Central roles of NLRs and inflammasomes in viral infection

Abstract

The immune response to viral infections is determined by a complex interplay between the pathogen and the host. Innate immune cells express a set of cytosolic sensors to detect viral infection. Recognition by these sensors induces the production of type I interferons and the assembly of inflammasome complexes that activate caspase-1, leading to production of interleukin-1β (IL-1β) and IL-18. Here, I discuss recent progress in our understanding of the central roles of NOD-like receptors (NLRs) and inflammasomes in the immune response during viral infections. This information will improve our understanding of host defence mechanisms against viruses and provide new avenues for interfering in the pathogenesis of infectious diseases.
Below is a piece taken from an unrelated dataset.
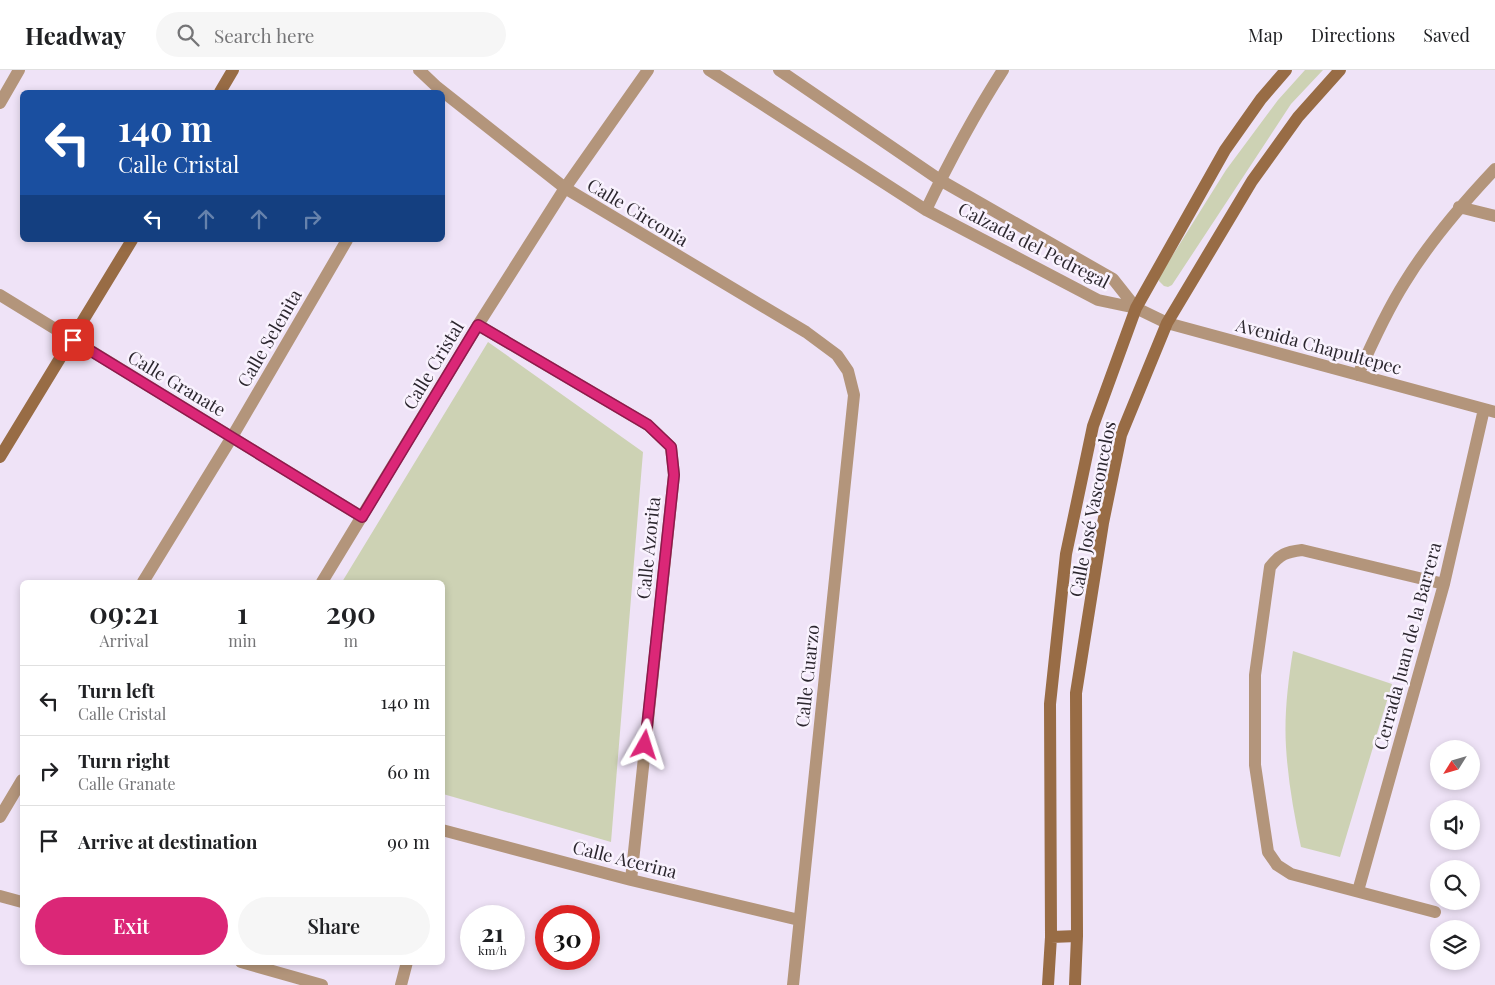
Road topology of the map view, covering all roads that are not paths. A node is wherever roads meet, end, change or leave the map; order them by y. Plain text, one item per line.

Figure 1. Intracellular sensors in innate immunity to viruses

Viral pathogen-associated molecular patterns (PAMPs) activate nucleotide oligomerization and binding domain (NOD)-like receptors (NLRs) and inflammasomes to initiate signalling cascades that lead to the production of proinflammatory cytokines, thereby amplifying antiviral resistance. In the presence of viral PAMPS, NLRP3 and absent in melanoma 2 (AIM2) oligomerize and recruit ASC, the adapter protein engaged by inflammasomes through their pyrin (PYD) domains. The CARD domain within ASC binds the CARD domain of caspase-1, leading to caspase 1 activation and the production of interleukin-1β (IL-1β) and IL-18. Retinoic acid inducible gene-I (RIG-1) contains an RNA helicase domain and N-terminal CARD domains. The helicases senses the 5′ triphosphate moiety of RNA viruses and then signals via CARD–CARD interactions with the mitochondrial localized adapter molecule MAVS to the downstream IKK-related kinase, TBK1, which subsequently phosphorylates and activates IRF3 to turn on transcription of type I interferon (IFNα/β) genes. RIG-I also regulates IL-1β production transcriptionally and post-translationally following recognition of 5′-triphosphate dsRNA. Whereas RIG-I triggered transcription of pro-IL-1β is NF-κB-dependent and mediated by a MAVS, the caspase-1 inflammasome formation and IL-1β/IL-18 production by RIG-I involves ASC. The NLRs NOD2, NLRX1 and NLRC5 associate with MAVS. Whereas NOD2 mediates the induction of IFNα/β, NLRX1 and NLRC5 inhibit RIG-I–MAVS and thus negatively regulate type I IFN signalling. Both MAVS and caspase-1 signalling are blocked by influnenza NS1 protein.

Figure 2. Inflammasome pathways

The pattern recognition receptors (PRRs) nucleotide oligomerization and binding domain (NOD)-like receptor protein 3 (NLRP3), absent in melanoma 2 (AIM2) and retinoic acid inducible gene-I (RIG-I) assemble caspase-1-activating inflammasome complexes in response to microbial pathogen-associated molecular patterns (PAMPs). The NLRP3 inflammasome recognizes multiple PAMPs including viral RNA in combination with ATP, ion flux or reactive oxygen species. By contrast, AIM2 and RIG-I directly bind to dsDNA and ssRNA viral genomes, respectively. All three types of inflammasome induce caspase-1 activation and interleukin-1β (IL-1β) and IL-18 production. The adaptor protein apoptosis-associated speck-like protein containing a CARD (ASC) is essential in all inflammasome complexes to bridge the interaction between upstream PRRs and inflammatory caspases through its N-terminal pyrin domain (PYD) and C-terminal caspase-recruitment domain (CARD) motifs, respectively. To interfere with inflammasome signalling, the large genomes of poxviruses encode multiple inhibitors such as PYD and SPI-2 that inhibit ASC and caspase-1, respectively.